STORED DATA:
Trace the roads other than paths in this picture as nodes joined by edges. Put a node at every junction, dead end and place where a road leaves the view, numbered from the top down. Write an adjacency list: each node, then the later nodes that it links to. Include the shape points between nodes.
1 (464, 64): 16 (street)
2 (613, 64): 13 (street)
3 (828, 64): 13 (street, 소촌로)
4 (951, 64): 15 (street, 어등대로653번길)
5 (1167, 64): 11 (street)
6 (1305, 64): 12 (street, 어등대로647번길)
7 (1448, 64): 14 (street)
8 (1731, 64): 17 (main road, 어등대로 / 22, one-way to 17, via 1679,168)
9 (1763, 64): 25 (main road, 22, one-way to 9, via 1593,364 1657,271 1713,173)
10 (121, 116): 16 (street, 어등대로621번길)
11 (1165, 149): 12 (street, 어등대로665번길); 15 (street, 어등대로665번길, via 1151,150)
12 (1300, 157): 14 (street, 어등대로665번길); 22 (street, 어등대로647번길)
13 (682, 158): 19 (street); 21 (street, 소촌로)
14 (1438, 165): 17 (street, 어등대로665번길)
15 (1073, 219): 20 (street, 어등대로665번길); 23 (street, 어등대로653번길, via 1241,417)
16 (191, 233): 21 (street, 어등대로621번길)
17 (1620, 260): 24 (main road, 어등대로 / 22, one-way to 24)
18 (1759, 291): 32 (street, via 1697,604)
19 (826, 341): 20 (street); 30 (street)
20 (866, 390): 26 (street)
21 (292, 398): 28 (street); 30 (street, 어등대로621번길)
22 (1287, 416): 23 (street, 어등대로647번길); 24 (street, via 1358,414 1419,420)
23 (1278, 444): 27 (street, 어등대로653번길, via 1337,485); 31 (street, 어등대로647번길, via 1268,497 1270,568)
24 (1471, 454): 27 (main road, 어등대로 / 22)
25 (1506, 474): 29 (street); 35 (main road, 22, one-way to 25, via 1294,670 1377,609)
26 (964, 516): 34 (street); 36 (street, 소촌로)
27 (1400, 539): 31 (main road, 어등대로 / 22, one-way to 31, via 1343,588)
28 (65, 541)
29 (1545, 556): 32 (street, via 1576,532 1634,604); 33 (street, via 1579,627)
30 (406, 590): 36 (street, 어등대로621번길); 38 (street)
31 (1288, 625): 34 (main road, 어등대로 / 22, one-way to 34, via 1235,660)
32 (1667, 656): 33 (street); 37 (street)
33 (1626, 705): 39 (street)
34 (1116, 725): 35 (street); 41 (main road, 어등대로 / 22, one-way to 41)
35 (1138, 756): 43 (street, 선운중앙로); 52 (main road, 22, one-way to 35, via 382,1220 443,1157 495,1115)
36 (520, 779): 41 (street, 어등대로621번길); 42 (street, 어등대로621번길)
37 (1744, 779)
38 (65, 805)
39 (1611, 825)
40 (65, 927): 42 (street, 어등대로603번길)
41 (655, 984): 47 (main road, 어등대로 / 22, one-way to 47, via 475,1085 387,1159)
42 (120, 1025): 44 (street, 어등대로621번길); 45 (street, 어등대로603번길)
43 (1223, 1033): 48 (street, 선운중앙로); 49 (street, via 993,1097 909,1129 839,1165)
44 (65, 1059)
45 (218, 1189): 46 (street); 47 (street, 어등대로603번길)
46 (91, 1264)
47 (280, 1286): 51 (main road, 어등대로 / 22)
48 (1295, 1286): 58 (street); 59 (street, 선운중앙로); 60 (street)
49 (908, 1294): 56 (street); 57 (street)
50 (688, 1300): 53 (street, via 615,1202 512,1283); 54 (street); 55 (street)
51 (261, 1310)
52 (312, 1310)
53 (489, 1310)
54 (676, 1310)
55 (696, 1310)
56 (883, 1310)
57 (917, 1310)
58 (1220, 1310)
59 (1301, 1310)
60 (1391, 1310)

EXERCISE INSTRUCTIONS:
Which lines above include the word "main"? Return each one.

PROBLEM SOLUTION:
8 (1731, 64): 17 (main road, 어등대로 / 22, one-way to 17, via 1679,168)
9 (1763, 64): 25 (main road, 22, one-way to 9, via 1593,364 1657,271 1713,173)
17 (1620, 260): 24 (main road, 어등대로 / 22, one-way to 24)
24 (1471, 454): 27 (main road, 어등대로 / 22)
25 (1506, 474): 29 (street); 35 (main road, 22, one-way to 25, via 1294,670 1377,609)
27 (1400, 539): 31 (main road, 어등대로 / 22, one-way to 31, via 1343,588)
31 (1288, 625): 34 (main road, 어등대로 / 22, one-way to 34, via 1235,660)
34 (1116, 725): 35 (street); 41 (main road, 어등대로 / 22, one-way to 41)
35 (1138, 756): 43 (street, 선운중앙로); 52 (main road, 22, one-way to 35, via 382,1220 443,1157 495,1115)
41 (655, 984): 47 (main road, 어등대로 / 22, one-way to 47, via 475,1085 387,1159)
47 (280, 1286): 51 (main road, 어등대로 / 22)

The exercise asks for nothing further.